We call this process a back-to-front analysis, because it takes the alerts that came out of the AML system – or “the back” – and compares them to the transactions that were generated from the core system – or “the front.” Even when applying rules-based risk-rating systems, the validation methodology focuses more on verifying the combination of triggers that generated the member score and then evaluating that score against the transactions and/or rules that generated the score. That is where a lot of AML validation efforts stop.
The problem with stopping there is it doesn’t answer the question of whether all transactions that should have triggered an alert actually triggered an alert. It is good to confirm that an alert is valid, but how do you confirm that the “non-presence” of an alert is valid? Were there actually no transactions that should’ve triggered a given alert, or is there a problem with the configuration of the system that resulted in transactions that should’ve triggered an alert being missed?
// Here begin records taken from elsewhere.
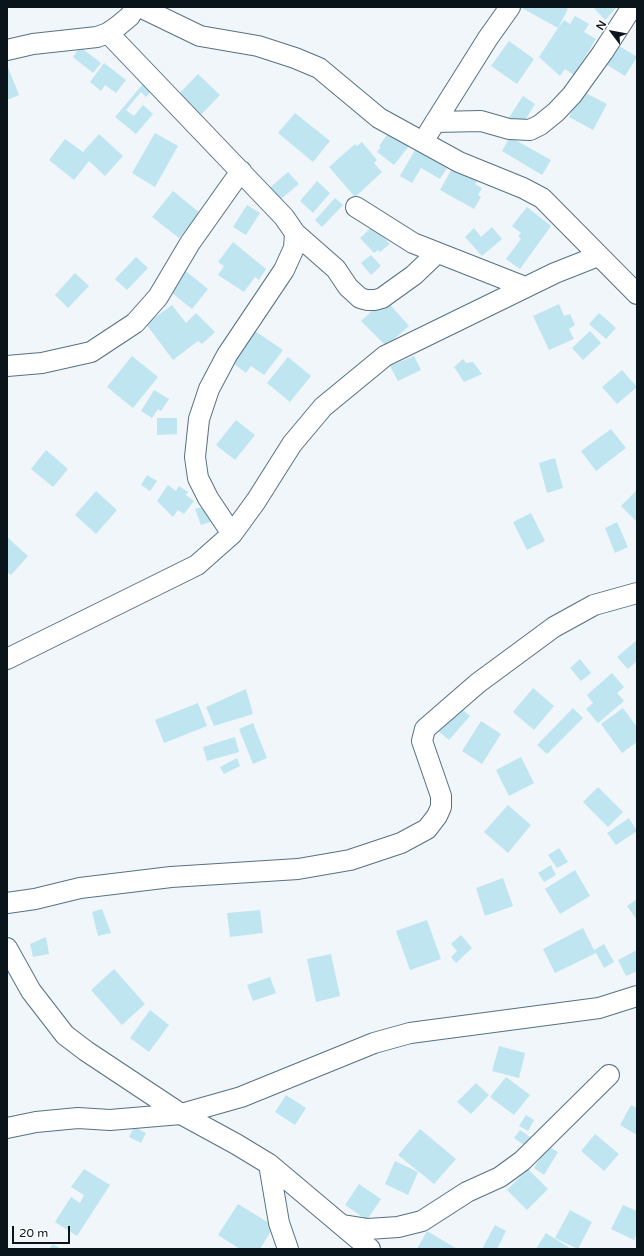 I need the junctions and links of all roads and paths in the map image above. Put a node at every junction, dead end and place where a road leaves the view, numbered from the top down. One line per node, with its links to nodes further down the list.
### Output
1 (135, 7): 5 (street)
2 (140, 7): 8 (street)
3 (510, 7): 7 (street)
4 (632, 7): 7 (street)
5 (108, 33): 6 (street); 9 (street)
6 (7, 50)
7 (435, 122): 8 (street)
8 (422, 142): 13 (street)
9 (240, 171): 11 (street); 16 (street)
10 (356, 207): 12 (street)
11 (295, 233): 12 (street); 17 (street)
12 (437, 253): 14 (street)
13 (598, 256): 14 (street); 15 (street)
14 (525, 287): 17 (street)
15 (637, 294)
16 (7, 366)
17 (232, 534): 19 (street)
18 (637, 593): 20 (street)
19 (7, 659)
20 (7, 903)
21 (7, 948): 24 (street)
22 (637, 996): 24 (street)
23 (609, 1075): 27 (street)
24 (181, 1114): 25 (street); 26 (street)
25 (7, 1128)
26 (269, 1164): 27 (street); 28 (street)
27 (343, 1225): 29 (street)
28 (288, 1249)
29 (370, 1249)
To figure this out, it is necessary to conduct what we call a “front-to-back” analysis. In other words, we want to provide a reasonable assurance that the transactions from the core systems – or “the front” – that should’ve triggered an alert actually did trigger an alert in the AML system – or “the back.”
The reason many AML validation efforts omit the front-to-back validation is – frankly – that it is a lot of work. In order to conduct such a cross check, it is necessary to take a sample of the core transactions for a given period of time – say a month of data – and run those transactions through – in essence – a secondary AML system to see if there are any discrepancies between the two systems.
Of course, you spent a lot of money on your AML system, so you may not be excited to spend money on a secondary system, but how else will you be able to cross check your core data? A month of transactional data can mean hundreds of thousands or even millions of rows of data, so a manual check can likewise be cost-prohibitive.
Hence, one workable solution is to re-create the primary rule parameters in a secondary system, such as SQL, to identify those transactions that fall within the identified parameters and should have generated an alert. It’s a sizable project to recreate the rule parameters, but it allows us then to compare a list of what our secondary system generated to what actually was generated by the AML system. We then work with the BSA team and sometimes the AML system vendor to determine the cause of the discrepancies. Frequently it turns out that there are exemptions for certain customers and that the discrepancies are justified.
But there are other occasions where key issues may be identified. Examples that we’ve seen are cases where transactions were not properly imported due to some change in the system, or a transaction code had been inputted incorrectly so that certain cash transactions were coded as ACH transactions, or that somebody jumped the gun on a parameter change without going through the full approval channels. There are many possible reasons, some valid, some not, but the point is that if the front-to-back isn’t conducted, it is impossible to know whether something that should have alerted, didn’t.
Good eyesight is exceptionally valuable in many aspects of life. It is something that should be treasured. Once achieved, it must be maintained and that requires ongoing examinations and modifications. Similarly, investing the time and resources into performing a full AML monitoring system validation can save you from increased scrutiny from regulators, costly look-back projects, and heavy penalties. Doing it right the first time typically saves you time, money, and headaches later. The world was meant to be seen with 20-20 vision.